After about five months of searching, the Danzeisens found a bank willing to lend them money for their project. Pinnacle Bank, an Arizona-based bank, gave Danzeisen Dairy the loan.

Tim Romano, senior vice president of Pinnacle Bank, said the bank’s business model involves providing services to Arizona businesses like the dairy farm.

“We primarily focus on gathering deposits from local businesses and lending those deposits back out to other local businesses,” Romano said.

The bank, which recently celebrated its 10th anniversary, is a privately held bank with shareholders who are all Arizona residents.

“Our shareholders have a vested interest in making sure that those businesses do well so that it helps grow our local Arizona economy,” Romano said.

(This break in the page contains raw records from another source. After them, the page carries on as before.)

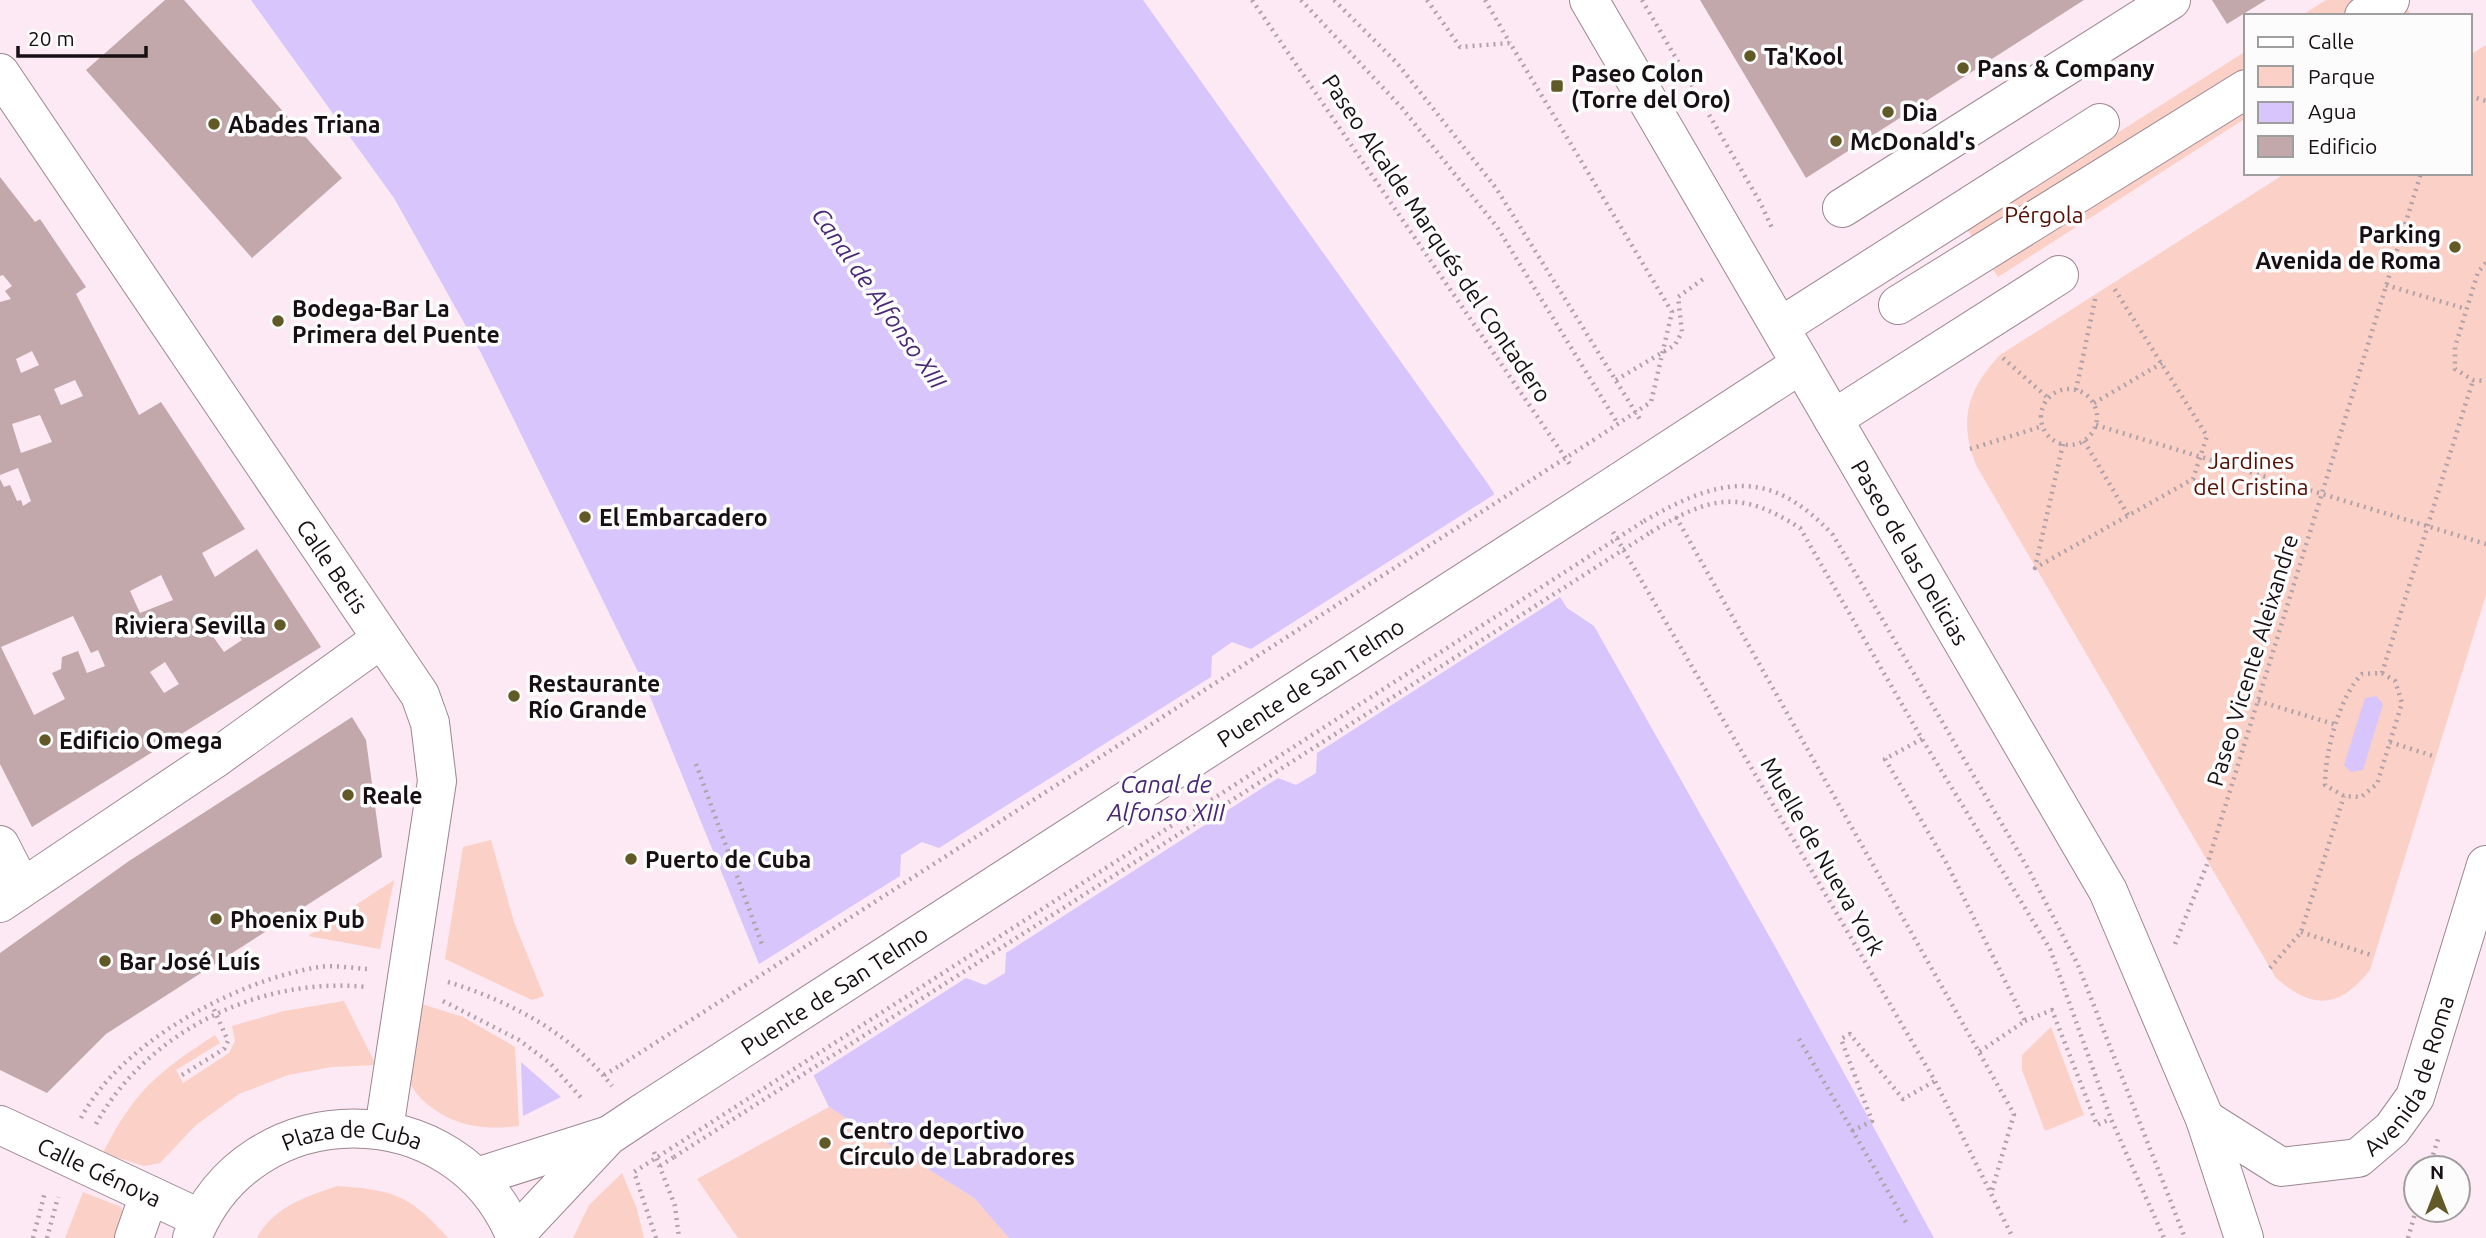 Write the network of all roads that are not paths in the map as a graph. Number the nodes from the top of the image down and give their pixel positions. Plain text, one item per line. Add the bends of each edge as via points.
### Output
1 (1589, 0) edge
2 (2171, 0) edge
3 (2390, 0) edge
4 (2367, 14) edge
5 (0, 73) edge
6 (2244, 90) edge
7 (2100, 123) dead end
8 (1842, 208) dead end
9 (2059, 275) dead end
10 (1898, 305) dead end
11 (1780, 327) junction
12 (1801, 364) junction
13 (1833, 419) junction
14 (381, 639) junction
15 (0, 845) edge
16 (2486, 865) edge
17 (11, 895) edge
18 (2205, 1119) junction
19 (0, 1125) edge
20 (384, 1129) junction
21 (608, 1136) junction
22 (477, 1177) junction
23 (149, 1195) junction
24 (195, 1228) edge
25 (516, 1237) edge
26 (134, 1238) edge
27 (2244, 1238) edge
28 (2271, 1238) edge

1 - 11 main road, Paseo de las Delicias
2 - 8 main road
3 - 4 main road
5 - 14 main road, Calle Betis
6 - 10 main road
7 - 11 main road
9 - 13 main road
11 - 12 main road, Paseo de las Delicias
12 - 13 main road, Paseo de las Delicias
12 - 21 main road, Puente de San Telmo, bridge
13 - 18 main road, Paseo de las Delicias via 2108,891
14 - 17 main road via 214,760
14 - 20 main road, Calle Betis via 420,695 436,762 435,809
15 - 17 main road
16 - 18 main road, Avenida de Roma via 2414,1097 2392,1129 2358,1158 2281,1167
18 - 27 main road, Paseo de las Delicias
18 - 28 main road, Paseo de las Delicias
19 - 23 main road, Calle Génova
20 - 22 main road, Plaza de Cuba via 449,1155
20 - 24 main road, Plaza de Cuba via 323,1130 277,1144 246,1163 220,1189
21 - 22 main road, Puente de San Telmo
21 - 25 main road, Puente de San Telmo
22 - 25 main road, Plaza de Cuba via 499,1204
23 - 24 main road, Calle Génova
23 - 26 main road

About 95 percent of Arizonans deposit their money with out-of-state banks, and three of those banks control 70 percent of all deposits in the state, according to the Federal Deposit Insurance Corporation’s most recent annual summary of deposits.

Wells Fargo is the top provider of U.S. Small Business Administration backed loans in Arizona and in the country.

Jennifer Anderson, senior vice president and regional manager of the bank in Arizona, said its position as the No. 1 lender in the state comes down to ability.

Anderson said the loan is just the beginning. Customers also have access to products and services that help them with their day-to-day business. The convenience of online banking and a large ATM network make it easier on the businesses as well, she said.

However, Romano said community banks keep the money in Arizona.

“If we’re able to provide financing to a borrower to go expand his or her business, that means they’re buying goods and services from other Arizona-based businesses, and they’re hiring Arizona employees employees,” Romano said. “So there’s a multiplier effect in terms of how that benefits the overall Arizona economy.”

Anderson said Wells Fargo also makes it lending decisions locally and credits the amount of loans her bank provides to its presence in communities.